Teenagers who dream of riding bicycles to school instead of trudging along bumpy village paths.

Pregnant women in isolated villages who want to give birth in hospital, not on the way there.

And senior citizens who have never seen a bus, but want to explore the world.

These rural people's dreams are set to be answered by a new countryside programme.

Minister of Communications Li Shenglin said the socialist countryside programme will help usher in dramatic changes in the lives of millions of villagers and farmers.

"Not only will villages be connected to highways, but villagers will also have access to vehicles within a few years," said Li, who was elevated to his current post from deputy minister in the National Development and Reform Commission last year.

In an interview with China Daily, Li, also a former mayor of Tianjin, said China would continue to invest heavily in rural road construction, which has picked up since 2003 when the government began to seek more balance in the development of rural and urban regions.

During the 11th Five-Year Guidelines (2006-10), the government plans to build or upgrade a million kilometers of rural roads, more than half of the current total length of China's expressways and highways.

Li urged local governments to share the burden. "The central investment will not be enough and we will actively seek funding from local governments and other investors."

The new roads will be mainly built in old revolutionary bases, border areas, poor regions and major grain producing centers.

Before 2003, the government focused on linking provincial capitals, major cities and towns; less than 2 billion yuan (US$250 million) went into rural road networks annually.

Li admitted that the picture in many rural areas was bleak, and building roads between villages was difficult, needing money, technology and support from local governments.
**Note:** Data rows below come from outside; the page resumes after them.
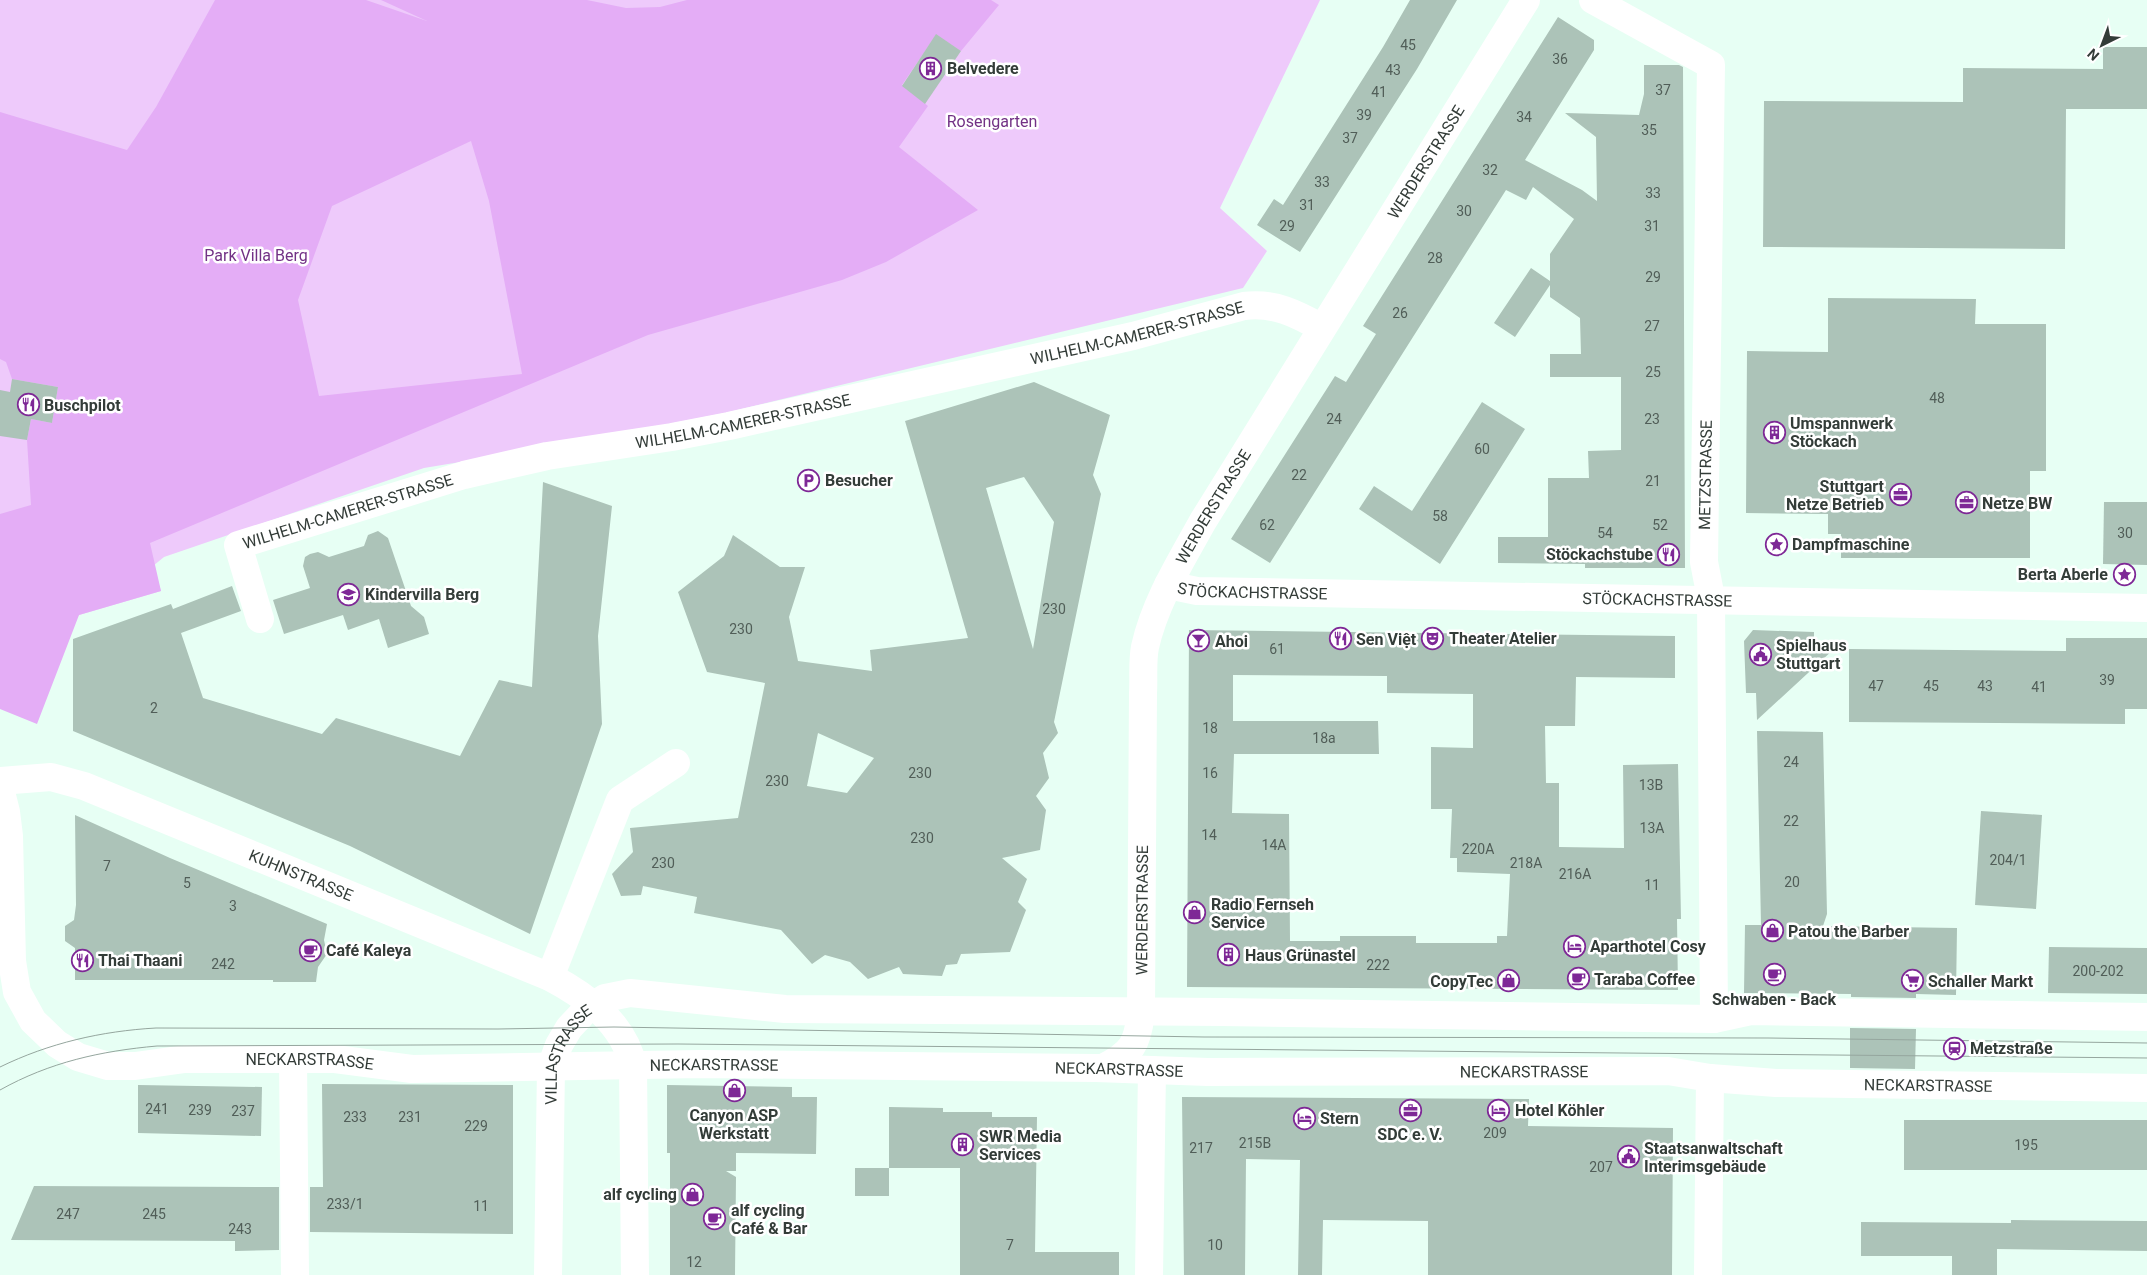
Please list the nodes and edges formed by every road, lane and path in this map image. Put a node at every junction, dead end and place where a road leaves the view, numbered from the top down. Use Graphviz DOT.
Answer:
graph roads {
  1 [pos="1526,0"];
  2 [pos="1593,0"];
  3 [pos="1322,328"];
  4 [pos="1168,585"];
  5 [pos="1711,598"];
  6 [pos="2147,608"];
  7 [pos="260,619"];
  8 [pos="676,763"];
  9 [pos="0,781"];
  10 [pos="0,788"];
  11 [pos="550,977"];
  12 [pos="594,1004"];
  13 [pos="1141,1011"];
  14 [pos="2147,1017"];
  15 [pos="1714,1019"];
  16 [pos="293,1060"];
  17 [pos="633,1066"];
  18 [pos="551,1067"];
  19 [pos="1103,1068"];
  20 [pos="1152,1070"];
  21 [pos="1710,1078"];
  22 [pos="2147,1088"];
  23 [pos="295,1275"];
  24 [pos="548,1275"];
  25 [pos="635,1275"];
  26 [pos="1149,1275"];
  27 [pos="1708,1275"];
  1 -- 3 [label="street, WERDERSTRASSE"];
  2 -- 5 [label="street, METZSTRASSE"];
  3 -- 4 [label="street, WERDERSTRASSE"];
  3 -- 7 [label="street, WILHELM-CAMERER-STRASSE"];
  4 -- 5 [label="street, STÖCKACHSTRASSE"];
  4 -- 13 [label="street, WERDERSTRASSE"];
  5 -- 6 [label="street, STÖCKACHSTRASSE"];
  5 -- 15 [label="street, METZSTRASSE"];
  8 -- 11 [label="street"];
  9 -- 11 [label="street, KUHNSTRASSE"];
  10 -- 16 [label="street, NECKARSTRASSE"];
  11 -- 12 [label="street, KUHNSTRASSE"];
  12 -- 13 [label="street"];
  12 -- 17 [label="street, VILLASTRASSE"];
  12 -- 18 [label="street, VILLASTRASSE"];
  13 -- 15 [label="street"];
  13 -- 19 [label="street, WERDERSTRASSE"];
  14 -- 15 [label="street"];
  16 -- 18 [label="street, NECKARSTRASSE"];
  16 -- 23 [label="street"];
  17 -- 18 [label="street, NECKARSTRASSE"];
  17 -- 19 [label="street, NECKARSTRASSE"];
  17 -- 25 [label="street, VILLASTRASSE"];
  18 -- 24 [label="street, VILLASTRASSE"];
  19 -- 20 [label="street, NECKARSTRASSE"];
  20 -- 21 [label="street, NECKARSTRASSE"];
  20 -- 26 [label="street"];
  21 -- 22 [label="street, NECKARSTRASSE"];
  21 -- 27 [label="street"];
}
In the poorer regions, the problems are particularly serious.

Farmers in Tongjian, in Southwest China's Sichuan Province, can now travel to the provincial capital Chengdu in only a couple of hours, whereas it once took a whole day.

"But I still have a complaint," said 61-year-old Ju Hua, a villager in Yangbo Township of Tongjian, which Li and Premier Wen Jiabao have visited.

The villages around Ju's home are mountainous and linked by poor roads, of which nearly half are sometimes impassable due to flooding.

"Nowadays, we can reach larger cities fairly easily, but it is much more difficult to get to other villages," said Ju.

"As villagers we hope we can one day walk on the same smooth roads as our urban cousins."

He was cheered by news that Li is confident all China's administrative villages will be connected to highways by 2010.

At present, more than 380,000 villages are not linked by pitch or cement roads, and about 40,000 villages do not even have paved roads, according to information on the ministry's website.

About 170,000 kilometers of rural highways will be built this year, Li said, adding that the ministry would try its best to build highways over existing roads and not farmland.

Along with a national highway network, the ministry plans to build a bus network in rural areas so that farmers without cars can travel.

At the end of last year, there were 1.93 million kilometers of inter-provincial, inter-county and inter-township roads, including 41,000 kilometers of expressways.